Annotations correspond to exact text spans indicating the presence of a clinical feature.
These annotations are used **only for evaluation and error analysis**, not supervised training.

In [9]:
train.head()

Unnamed: 0,id,case_num,pn_num,feature_num,annotation,location
0,00016_000,0,16,0,['dad with recent heart attcak'],['696 724']
1,00016_001,0,16,1,"['mom with ""thyroid disease']",['668 693']
2,00016_002,0,16,2,['chest pressure'],['203 217']
3,00016_003,0,16,3,"['intermittent episodes', 'episode']","['70 91', '176 183']"
4,00016_004,0,16,4,['felt as if he were going to pass out'],['222 258']


In [10]:
train.sample(5)[["pn_num", "feature_num", "annotation"]]
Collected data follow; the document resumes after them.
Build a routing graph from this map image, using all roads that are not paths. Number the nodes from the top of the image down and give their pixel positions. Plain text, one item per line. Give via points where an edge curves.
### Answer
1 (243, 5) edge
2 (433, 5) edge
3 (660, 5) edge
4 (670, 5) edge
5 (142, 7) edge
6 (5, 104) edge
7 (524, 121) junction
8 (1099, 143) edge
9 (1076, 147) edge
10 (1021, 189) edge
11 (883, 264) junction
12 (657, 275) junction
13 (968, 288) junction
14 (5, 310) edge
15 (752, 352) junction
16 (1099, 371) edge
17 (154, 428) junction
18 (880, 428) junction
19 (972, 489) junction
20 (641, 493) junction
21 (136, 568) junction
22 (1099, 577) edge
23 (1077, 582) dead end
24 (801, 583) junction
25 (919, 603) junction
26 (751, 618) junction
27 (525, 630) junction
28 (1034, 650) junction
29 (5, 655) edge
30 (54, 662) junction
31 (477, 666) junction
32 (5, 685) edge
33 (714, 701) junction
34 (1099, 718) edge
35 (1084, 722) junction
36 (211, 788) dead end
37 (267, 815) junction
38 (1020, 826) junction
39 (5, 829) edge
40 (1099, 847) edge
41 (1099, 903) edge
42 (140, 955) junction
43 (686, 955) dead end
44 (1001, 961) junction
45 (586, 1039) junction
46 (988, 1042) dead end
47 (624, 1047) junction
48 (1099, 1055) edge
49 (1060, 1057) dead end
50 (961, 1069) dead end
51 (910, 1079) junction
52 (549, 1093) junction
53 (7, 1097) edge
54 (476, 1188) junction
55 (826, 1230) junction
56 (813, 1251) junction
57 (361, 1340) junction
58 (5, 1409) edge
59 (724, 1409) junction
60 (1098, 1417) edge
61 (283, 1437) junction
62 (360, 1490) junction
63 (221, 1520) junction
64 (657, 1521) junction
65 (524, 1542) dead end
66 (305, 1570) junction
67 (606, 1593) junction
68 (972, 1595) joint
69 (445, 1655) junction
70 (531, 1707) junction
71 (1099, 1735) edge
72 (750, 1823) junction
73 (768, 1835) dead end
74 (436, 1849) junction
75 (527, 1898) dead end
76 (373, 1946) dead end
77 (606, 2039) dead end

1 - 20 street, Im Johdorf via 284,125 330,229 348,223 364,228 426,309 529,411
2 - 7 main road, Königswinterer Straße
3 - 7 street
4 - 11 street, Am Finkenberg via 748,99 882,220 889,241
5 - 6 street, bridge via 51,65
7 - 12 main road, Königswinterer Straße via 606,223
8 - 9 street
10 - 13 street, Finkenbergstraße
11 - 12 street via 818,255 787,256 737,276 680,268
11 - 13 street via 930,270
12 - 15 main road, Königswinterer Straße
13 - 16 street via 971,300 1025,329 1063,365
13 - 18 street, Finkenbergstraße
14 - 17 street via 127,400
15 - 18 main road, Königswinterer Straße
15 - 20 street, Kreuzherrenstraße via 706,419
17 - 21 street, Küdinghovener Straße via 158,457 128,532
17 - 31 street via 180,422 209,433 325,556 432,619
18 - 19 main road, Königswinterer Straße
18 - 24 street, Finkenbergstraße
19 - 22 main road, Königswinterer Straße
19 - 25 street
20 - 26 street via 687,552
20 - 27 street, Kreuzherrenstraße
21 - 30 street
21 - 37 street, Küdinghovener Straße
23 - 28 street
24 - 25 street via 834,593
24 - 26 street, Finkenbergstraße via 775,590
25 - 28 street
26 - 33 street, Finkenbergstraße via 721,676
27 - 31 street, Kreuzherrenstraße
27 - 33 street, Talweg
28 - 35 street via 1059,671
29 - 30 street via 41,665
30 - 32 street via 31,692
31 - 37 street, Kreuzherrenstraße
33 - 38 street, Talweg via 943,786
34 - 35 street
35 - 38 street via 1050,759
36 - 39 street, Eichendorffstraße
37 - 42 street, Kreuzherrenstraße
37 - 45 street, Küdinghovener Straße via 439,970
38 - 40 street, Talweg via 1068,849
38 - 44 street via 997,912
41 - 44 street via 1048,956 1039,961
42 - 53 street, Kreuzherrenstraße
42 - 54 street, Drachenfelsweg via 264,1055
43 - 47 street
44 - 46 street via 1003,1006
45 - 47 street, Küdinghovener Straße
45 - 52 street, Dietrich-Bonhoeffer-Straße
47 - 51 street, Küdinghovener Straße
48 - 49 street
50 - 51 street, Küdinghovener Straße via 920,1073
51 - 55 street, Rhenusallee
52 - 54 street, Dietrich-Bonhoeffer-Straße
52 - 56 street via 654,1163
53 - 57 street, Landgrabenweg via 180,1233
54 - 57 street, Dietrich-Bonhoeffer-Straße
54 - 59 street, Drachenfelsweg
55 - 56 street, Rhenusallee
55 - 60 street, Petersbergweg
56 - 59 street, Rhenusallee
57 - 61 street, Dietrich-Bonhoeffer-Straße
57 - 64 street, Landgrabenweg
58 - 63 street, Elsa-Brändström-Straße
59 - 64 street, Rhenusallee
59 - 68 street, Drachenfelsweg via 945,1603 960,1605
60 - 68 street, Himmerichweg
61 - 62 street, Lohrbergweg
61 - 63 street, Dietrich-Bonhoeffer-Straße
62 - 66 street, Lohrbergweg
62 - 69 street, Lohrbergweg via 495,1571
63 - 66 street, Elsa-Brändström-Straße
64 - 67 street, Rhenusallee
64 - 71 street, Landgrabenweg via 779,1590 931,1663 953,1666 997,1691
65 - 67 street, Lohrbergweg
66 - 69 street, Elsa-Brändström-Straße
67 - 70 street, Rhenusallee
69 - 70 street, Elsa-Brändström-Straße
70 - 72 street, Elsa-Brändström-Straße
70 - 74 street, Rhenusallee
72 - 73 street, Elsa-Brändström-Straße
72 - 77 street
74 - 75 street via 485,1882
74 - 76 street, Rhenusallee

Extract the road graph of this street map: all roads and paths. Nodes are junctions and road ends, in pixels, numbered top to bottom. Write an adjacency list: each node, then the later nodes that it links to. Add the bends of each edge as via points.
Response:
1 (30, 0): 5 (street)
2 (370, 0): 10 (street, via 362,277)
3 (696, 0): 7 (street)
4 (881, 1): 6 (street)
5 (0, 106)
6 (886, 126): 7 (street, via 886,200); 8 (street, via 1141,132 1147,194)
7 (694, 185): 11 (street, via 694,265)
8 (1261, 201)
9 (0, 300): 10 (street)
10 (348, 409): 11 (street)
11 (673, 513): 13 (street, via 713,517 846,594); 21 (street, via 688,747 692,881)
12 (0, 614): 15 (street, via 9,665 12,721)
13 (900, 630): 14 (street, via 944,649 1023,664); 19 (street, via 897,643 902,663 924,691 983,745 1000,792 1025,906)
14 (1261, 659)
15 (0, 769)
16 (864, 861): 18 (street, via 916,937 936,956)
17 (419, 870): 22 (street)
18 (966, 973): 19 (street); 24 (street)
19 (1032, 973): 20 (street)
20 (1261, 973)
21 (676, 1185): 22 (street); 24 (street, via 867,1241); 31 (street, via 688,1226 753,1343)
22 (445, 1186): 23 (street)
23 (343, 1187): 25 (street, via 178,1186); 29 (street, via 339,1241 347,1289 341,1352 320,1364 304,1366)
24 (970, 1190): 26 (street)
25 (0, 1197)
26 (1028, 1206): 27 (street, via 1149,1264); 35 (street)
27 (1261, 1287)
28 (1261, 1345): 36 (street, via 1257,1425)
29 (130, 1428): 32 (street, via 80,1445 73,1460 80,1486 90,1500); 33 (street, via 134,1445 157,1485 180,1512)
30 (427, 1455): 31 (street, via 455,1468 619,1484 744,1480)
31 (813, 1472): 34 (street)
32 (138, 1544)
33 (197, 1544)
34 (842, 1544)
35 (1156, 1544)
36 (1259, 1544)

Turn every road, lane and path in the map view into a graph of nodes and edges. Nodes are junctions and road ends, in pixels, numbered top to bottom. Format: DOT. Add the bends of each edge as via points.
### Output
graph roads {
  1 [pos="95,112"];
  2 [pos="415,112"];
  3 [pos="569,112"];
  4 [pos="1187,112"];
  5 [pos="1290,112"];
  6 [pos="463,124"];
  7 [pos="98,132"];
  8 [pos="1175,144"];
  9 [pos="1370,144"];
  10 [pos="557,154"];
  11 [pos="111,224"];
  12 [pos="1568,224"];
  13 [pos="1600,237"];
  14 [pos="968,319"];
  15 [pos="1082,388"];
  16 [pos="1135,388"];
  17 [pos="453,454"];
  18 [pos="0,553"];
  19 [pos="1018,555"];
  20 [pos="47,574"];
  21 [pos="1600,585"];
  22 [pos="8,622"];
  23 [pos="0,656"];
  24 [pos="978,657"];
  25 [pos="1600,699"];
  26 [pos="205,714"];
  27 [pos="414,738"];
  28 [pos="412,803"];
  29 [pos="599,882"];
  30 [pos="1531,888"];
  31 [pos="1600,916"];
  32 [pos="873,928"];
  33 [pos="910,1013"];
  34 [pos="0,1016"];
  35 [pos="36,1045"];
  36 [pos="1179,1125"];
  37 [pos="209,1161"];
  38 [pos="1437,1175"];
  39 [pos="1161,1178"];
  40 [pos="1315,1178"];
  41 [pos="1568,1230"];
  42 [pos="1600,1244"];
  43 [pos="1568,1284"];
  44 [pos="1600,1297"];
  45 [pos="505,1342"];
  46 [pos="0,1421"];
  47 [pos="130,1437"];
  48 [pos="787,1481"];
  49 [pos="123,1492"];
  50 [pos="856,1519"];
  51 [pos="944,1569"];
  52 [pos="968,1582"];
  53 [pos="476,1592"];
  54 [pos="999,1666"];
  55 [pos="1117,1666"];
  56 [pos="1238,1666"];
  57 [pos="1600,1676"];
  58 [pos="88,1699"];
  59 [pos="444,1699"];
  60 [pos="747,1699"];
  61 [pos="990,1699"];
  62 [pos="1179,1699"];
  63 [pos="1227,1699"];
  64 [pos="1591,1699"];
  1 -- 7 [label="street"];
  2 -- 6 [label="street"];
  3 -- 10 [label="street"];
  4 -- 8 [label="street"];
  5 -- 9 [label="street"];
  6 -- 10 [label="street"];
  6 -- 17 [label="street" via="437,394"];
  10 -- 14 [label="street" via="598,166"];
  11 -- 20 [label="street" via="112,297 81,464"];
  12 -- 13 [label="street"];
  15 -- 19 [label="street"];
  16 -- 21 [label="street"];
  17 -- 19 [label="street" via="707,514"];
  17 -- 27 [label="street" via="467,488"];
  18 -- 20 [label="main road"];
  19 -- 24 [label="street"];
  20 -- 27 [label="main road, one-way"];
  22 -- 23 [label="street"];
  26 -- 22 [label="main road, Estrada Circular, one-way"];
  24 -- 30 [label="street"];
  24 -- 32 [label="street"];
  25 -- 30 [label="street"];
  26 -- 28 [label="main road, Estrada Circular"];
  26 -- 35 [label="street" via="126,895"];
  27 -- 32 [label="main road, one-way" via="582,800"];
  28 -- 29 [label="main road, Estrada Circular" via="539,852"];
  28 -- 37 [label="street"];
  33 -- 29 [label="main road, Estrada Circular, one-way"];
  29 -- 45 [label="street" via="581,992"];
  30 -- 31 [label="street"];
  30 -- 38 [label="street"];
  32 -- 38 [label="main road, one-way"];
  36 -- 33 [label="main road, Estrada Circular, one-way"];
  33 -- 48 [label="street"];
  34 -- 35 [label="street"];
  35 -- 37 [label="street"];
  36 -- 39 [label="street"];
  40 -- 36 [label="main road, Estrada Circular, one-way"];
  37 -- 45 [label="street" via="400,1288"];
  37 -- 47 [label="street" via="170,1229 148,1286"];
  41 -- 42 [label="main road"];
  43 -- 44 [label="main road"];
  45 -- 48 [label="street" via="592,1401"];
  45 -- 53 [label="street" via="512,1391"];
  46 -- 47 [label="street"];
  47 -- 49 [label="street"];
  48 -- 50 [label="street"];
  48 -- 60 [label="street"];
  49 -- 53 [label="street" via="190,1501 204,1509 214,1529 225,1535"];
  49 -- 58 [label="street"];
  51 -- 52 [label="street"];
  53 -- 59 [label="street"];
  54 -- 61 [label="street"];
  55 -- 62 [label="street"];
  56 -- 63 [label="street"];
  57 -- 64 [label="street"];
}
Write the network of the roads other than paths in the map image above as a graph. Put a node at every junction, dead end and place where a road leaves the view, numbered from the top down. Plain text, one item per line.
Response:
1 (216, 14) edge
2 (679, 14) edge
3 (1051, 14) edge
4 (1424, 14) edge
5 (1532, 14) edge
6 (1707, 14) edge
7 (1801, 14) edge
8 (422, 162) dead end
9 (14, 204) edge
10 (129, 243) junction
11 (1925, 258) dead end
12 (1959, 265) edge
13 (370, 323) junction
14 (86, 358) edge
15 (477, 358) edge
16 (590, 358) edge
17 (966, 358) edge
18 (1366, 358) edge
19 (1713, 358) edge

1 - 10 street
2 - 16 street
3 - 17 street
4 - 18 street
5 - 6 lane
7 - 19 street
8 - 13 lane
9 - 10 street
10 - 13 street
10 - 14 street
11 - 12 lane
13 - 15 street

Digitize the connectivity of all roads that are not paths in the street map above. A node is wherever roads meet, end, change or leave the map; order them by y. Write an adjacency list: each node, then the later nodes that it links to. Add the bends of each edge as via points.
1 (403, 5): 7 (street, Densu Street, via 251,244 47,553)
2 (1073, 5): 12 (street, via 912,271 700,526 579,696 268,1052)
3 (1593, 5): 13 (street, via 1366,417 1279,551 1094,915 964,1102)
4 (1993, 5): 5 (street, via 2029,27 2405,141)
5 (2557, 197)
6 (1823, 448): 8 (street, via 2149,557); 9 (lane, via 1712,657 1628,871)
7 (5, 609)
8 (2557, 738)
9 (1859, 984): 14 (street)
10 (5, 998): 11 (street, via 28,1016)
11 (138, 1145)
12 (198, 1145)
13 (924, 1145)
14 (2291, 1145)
Unnamed: 0,pn_num,feature_num,annotation
245,489,11,['17 yo']
13765,93712,909,[]
11591,81877,817,"['trouble sleeping', 'trouble sleeping', 'trouble staying asleep', 'getting about 4-5 hours of sleep a night']"
6620,43724,400,"['denies cold intolerance', 'denies heat intolerance', 'denies palpitations', 'denies diarrhea', 'denies constipation']"
12324,83843,812,['lack of interest']


## Alignment with Our Task

In this study, NBME notes are used as:
- Exam-style clinical narratives
- Clean, structured patient histories

We adapt the NBME dataset for **clinical symptom identification** by:
- Treating `pn_history` as model input
- Using feature descriptions as symptom references
- Evaluating extraction performance and robustness without task-specific tuning

In [11]:
#Saving key stats
nbme_stats = {
    "num_notes": len(notes),
    "avg_words": notes["word_count"].mean(),
    "median_words": notes["word_count"].median()
}

nbme_stats

{'num_notes': 42146, 'avg_words': 135.46597541878234, 'median_words': 141.0}

### Key Observations

- NBME notes are short, structured, and exam-oriented
- Feature annotations include symptoms, demographics, and rubric-specific concepts
- NBME serves as a clean benchmark for evaluating model behavior under controlled conditions

### Summary

NBME provides structured, exam-style clinical notes with explicit feature annotations.
This dataset complements synthetic and transcription-style data, enabling controlled
evaluation of cross-dataset robustness in clinical NLP.